[Record set Boundary: Start]

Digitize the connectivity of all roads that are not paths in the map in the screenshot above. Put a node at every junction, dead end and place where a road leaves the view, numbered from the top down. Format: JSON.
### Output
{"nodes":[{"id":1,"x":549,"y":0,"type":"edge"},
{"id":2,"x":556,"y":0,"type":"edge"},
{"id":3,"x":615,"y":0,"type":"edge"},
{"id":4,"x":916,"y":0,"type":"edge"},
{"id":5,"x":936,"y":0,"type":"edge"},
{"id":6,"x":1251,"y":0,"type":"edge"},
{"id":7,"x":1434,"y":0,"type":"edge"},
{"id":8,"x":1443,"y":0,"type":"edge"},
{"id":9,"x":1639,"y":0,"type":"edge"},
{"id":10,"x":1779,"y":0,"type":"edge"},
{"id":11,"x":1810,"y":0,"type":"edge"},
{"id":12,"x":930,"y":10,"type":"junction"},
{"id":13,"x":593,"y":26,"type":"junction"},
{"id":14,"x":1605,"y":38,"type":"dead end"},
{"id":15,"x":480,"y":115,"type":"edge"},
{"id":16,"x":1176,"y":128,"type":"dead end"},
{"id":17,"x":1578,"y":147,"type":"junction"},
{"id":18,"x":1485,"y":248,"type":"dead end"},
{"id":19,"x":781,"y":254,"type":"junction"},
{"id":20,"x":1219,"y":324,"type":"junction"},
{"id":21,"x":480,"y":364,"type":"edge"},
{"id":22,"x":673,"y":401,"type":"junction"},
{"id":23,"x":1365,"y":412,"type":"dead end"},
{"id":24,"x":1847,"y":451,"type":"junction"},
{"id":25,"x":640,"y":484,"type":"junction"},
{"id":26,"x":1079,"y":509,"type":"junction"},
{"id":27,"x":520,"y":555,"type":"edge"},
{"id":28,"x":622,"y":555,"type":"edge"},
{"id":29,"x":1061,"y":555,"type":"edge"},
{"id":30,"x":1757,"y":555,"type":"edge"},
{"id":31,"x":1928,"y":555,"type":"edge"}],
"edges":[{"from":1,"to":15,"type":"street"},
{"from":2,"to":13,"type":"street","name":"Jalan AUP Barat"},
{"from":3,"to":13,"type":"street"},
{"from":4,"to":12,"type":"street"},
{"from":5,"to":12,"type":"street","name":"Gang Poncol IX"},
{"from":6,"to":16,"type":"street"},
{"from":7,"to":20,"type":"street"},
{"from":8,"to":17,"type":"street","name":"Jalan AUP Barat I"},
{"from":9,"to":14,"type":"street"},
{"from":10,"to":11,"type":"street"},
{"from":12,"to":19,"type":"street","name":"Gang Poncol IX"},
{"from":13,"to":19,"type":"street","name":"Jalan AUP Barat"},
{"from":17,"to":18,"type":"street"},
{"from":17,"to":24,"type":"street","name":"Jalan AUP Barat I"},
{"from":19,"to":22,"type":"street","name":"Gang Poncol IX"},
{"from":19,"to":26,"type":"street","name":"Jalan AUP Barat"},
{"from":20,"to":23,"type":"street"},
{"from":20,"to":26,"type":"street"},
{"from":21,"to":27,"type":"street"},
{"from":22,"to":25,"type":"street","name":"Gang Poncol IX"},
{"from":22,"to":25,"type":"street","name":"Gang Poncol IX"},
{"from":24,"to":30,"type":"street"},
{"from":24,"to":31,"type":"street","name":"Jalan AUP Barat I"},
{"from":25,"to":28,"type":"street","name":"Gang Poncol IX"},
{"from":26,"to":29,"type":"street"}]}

[Record set Boundary: End]
[Record set Boundary: Start]

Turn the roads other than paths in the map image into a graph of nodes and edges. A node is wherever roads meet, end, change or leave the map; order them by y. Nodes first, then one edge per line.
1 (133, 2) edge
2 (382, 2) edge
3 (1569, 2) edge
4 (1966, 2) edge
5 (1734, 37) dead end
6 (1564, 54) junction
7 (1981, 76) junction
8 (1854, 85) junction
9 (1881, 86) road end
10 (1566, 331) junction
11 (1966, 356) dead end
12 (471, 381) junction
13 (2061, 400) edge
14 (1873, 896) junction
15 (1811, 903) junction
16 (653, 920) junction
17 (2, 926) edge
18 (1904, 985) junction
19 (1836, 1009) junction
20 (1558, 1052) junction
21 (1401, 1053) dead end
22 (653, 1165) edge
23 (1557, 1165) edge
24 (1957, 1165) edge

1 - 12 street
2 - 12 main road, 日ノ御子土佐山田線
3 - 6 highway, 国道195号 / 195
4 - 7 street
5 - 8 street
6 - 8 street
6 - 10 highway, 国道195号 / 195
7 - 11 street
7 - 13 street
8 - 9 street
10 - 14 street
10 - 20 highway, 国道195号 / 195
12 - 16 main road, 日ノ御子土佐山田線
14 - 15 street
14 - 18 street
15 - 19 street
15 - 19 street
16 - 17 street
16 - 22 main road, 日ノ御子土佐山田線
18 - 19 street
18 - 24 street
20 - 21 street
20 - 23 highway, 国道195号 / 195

[Record set Boundary: End]
[Record set Boundary: Start]

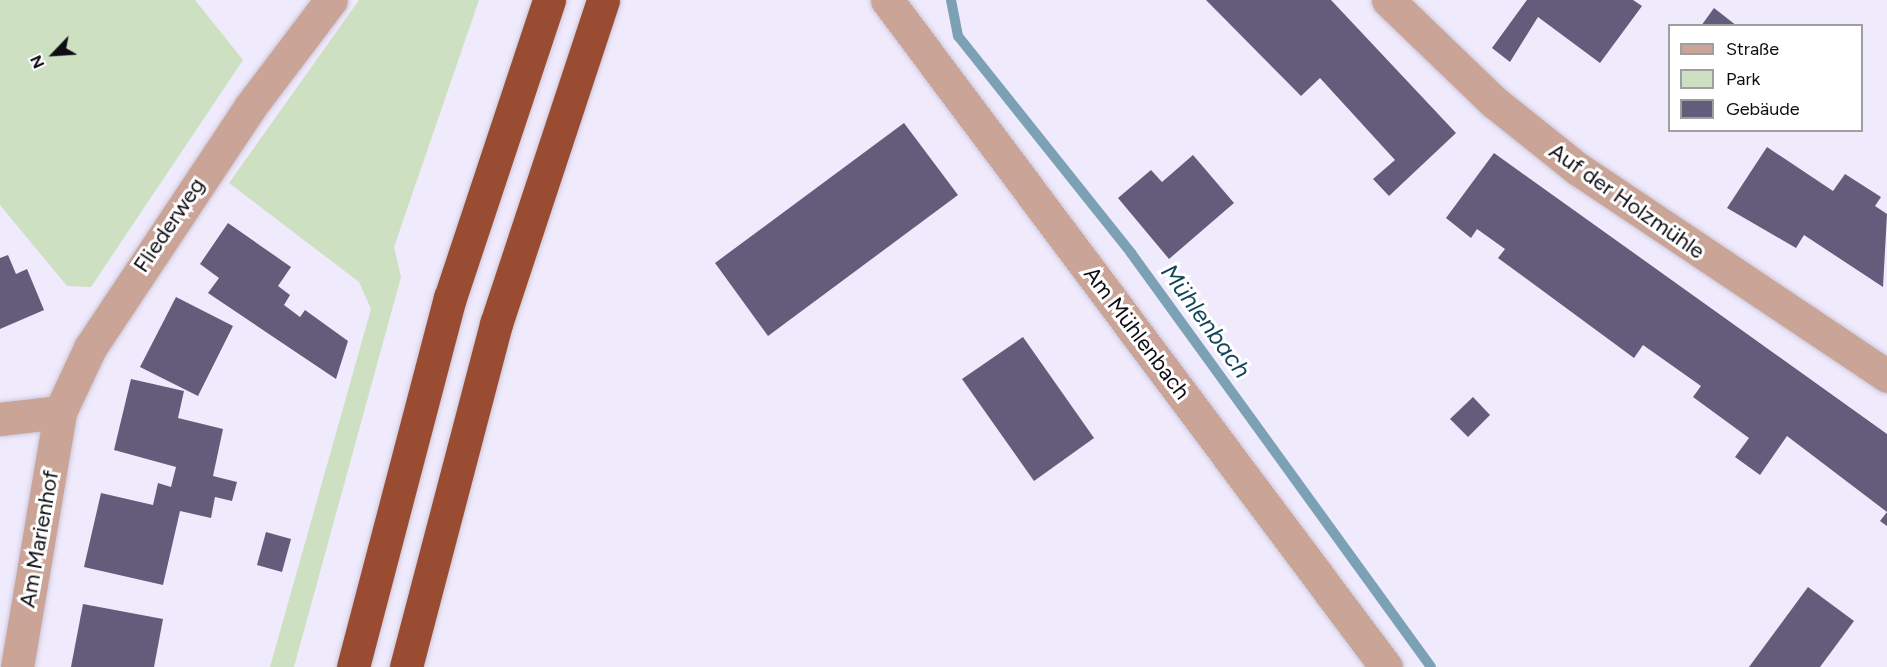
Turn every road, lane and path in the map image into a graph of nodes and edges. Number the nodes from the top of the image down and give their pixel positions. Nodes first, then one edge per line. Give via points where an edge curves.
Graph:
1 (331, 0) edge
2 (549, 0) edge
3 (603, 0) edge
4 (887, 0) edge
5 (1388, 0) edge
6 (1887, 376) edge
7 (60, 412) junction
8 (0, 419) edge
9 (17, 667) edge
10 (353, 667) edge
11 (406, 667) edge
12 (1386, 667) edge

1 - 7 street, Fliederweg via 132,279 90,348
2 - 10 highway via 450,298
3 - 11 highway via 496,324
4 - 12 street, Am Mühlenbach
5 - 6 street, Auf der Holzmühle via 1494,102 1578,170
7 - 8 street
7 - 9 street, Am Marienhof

[Record set Boundary: End]

## Task brief
Some lines above contain the word "down". Copy each of them.

## Written answer
Digitize the connectivity of all roads that are not paths in the map in the screenshot above. Put a node at every junction, dead end and place where a road leaves the view, numbered from the top down. Format: JSON.
Turn every road, lane and path in the map image into a graph of nodes and edges. Number the nodes from the top of the image down and give their pixel positions. Nodes first, then one edge per line. Give via points where an edge curves.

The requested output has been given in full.